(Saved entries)
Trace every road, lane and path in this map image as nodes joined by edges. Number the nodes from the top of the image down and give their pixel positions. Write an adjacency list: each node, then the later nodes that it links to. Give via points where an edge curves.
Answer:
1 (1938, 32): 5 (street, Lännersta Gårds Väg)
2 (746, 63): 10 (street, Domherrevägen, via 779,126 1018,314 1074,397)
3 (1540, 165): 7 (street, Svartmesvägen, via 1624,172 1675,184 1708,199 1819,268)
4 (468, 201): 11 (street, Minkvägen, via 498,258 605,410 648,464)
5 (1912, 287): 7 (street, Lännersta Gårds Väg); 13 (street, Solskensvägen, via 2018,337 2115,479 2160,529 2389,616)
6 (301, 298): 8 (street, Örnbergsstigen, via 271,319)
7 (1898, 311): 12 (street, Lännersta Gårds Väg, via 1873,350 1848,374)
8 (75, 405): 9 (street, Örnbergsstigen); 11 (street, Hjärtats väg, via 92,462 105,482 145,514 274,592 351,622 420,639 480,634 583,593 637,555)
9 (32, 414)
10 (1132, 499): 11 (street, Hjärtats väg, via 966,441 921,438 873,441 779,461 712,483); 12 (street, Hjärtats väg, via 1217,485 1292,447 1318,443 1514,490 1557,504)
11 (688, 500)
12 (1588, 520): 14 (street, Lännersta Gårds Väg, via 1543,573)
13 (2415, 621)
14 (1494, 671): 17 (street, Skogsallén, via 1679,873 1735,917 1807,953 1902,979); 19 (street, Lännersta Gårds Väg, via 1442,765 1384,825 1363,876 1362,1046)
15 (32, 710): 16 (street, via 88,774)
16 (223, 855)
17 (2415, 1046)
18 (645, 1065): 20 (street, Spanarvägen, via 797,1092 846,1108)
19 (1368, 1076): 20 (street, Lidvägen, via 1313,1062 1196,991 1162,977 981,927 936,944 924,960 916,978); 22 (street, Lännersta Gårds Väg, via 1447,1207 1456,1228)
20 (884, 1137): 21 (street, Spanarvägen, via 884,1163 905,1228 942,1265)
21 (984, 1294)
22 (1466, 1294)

WORK INSTRUCTIONS => All lines in the entries above that include "Örnbergsstigen" should be found and copied.

FINAL ANSWER =>
6 (301, 298): 8 (street, Örnbergsstigen, via 271,319)
8 (75, 405): 9 (street, Örnbergsstigen); 11 (street, Hjärtats väg, via 92,462 105,482 145,514 274,592 351,622 420,639 480,634 583,593 637,555)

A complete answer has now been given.